Ask Sewfie... advice for the sewing obsessed, because you know you need help.
Send your question to "Ask Sewfie" today!
My sweet niece gave me a tea towel for Christmas. I have to admit, I don’t even know what is tea towel is. What is it and what is it used for?
The term “tea towel” originates in England and refers to the type of towel used to dry china tea service as well as other valuable serving pieces. Tea towels have been both highly functional and decorative, moving during the last century from service to showpiece.
Linen is the traditional fiber for tea towels, since it is highly absorbent, lint free and can be used to dry delicate plates and silverware without the risk of scratching. Tea towels are made with a simple weave, rather than a looped terry, and are made in a hand towel size. The size and material they’re made from also provides an ideal background for decorating with embroidery or printing. Nineteenth century English ladies embroidered their tea towels for decorative usage during tea time to cover food. Decorative printed towels were hung on the wall. Tea towels have been printed with monarchs and other famous people, country scenes, nature themes and calendars.

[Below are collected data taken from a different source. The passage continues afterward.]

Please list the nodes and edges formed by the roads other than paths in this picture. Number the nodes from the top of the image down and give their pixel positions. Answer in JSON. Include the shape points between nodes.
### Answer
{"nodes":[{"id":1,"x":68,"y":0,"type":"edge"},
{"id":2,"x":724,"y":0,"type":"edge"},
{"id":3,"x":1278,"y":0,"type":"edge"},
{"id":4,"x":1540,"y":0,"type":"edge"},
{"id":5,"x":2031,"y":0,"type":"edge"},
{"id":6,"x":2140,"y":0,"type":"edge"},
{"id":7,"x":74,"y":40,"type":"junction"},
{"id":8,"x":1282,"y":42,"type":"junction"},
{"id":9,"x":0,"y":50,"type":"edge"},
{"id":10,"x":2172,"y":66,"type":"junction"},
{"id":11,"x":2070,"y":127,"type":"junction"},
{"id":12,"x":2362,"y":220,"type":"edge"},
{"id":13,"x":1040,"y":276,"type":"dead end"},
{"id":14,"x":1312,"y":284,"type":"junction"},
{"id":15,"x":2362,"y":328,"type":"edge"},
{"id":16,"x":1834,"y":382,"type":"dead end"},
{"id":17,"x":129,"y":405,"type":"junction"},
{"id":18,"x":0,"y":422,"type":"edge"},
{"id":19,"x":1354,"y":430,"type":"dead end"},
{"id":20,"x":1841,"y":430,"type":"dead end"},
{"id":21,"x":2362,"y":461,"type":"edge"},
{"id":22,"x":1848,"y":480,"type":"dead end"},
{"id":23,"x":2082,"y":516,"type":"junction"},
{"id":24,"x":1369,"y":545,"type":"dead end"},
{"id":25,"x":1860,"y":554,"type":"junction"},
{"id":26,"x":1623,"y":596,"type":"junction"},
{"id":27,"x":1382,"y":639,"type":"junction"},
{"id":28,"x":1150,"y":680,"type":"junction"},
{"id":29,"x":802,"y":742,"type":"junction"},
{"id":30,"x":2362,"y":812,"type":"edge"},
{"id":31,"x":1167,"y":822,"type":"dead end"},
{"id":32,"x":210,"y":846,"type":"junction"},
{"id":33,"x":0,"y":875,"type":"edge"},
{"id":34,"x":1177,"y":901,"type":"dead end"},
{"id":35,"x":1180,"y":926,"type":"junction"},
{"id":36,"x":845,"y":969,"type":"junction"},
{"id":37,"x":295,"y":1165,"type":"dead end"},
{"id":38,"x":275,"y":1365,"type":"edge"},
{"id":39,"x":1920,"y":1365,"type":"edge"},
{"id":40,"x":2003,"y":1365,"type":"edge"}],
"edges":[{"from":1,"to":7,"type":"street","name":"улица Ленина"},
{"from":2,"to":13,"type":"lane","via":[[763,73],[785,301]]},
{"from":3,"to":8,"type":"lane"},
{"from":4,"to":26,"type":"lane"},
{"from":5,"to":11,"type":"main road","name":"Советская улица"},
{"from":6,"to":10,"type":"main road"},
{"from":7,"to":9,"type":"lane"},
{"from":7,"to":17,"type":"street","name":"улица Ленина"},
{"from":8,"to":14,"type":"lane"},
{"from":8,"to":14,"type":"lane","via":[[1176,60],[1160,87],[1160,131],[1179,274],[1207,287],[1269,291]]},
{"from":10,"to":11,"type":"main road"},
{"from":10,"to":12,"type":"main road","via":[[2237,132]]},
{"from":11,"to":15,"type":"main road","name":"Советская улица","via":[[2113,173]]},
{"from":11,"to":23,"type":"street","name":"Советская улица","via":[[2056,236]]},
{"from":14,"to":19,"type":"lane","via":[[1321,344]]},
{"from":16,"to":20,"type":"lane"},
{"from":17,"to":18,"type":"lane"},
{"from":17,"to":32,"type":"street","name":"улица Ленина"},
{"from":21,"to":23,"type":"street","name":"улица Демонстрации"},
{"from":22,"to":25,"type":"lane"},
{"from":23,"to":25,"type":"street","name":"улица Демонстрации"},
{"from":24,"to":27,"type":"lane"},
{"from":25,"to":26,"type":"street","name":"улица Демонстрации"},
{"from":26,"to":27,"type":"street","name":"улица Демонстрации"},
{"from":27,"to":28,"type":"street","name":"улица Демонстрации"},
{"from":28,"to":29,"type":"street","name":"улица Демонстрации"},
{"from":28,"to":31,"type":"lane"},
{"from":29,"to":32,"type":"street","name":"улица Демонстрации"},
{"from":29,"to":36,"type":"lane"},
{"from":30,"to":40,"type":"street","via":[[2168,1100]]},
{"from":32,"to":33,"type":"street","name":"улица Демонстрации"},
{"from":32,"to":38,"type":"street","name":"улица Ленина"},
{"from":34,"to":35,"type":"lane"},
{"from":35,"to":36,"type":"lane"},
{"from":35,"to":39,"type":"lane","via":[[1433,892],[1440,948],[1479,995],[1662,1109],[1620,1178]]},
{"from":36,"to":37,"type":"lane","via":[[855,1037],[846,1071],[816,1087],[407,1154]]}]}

Not to be confused with the common dish rag, a tea towel is kept spotlessly clean, because it is used on freshly washed dishes and as a cover for food intended for consumption. Clean tea towels may be spread over a tea tray before tea things are put onto it, or used to cover warm scones or a tea pot to prevent heat loss. When the tea towel becomes damp, it is hung up to dry, and it will also be periodically washed for better sanitation. A dish rag, on the other hand, is a small towel used to wash dishes and wipe down counters.
Tea towels are now often sold as souvenirs, particularly in Great Britain and Ireland, two nations well known for their tea. While these tea towels are perfectly usable for their intended purpose, they are typically kept for ornamental rather than practical reasons. Travelers may bring back tea towels for friends, or keep them as a reminder of the trip.
Thanks to the DIY culture and artsy crafting sites such as ETSY, handmade tea towels are now quite popular as gifts, collectibles and eco-friendly kitchen accouterments. They can be framed, used to make aprons and other craft projects or even used as gift wrapping.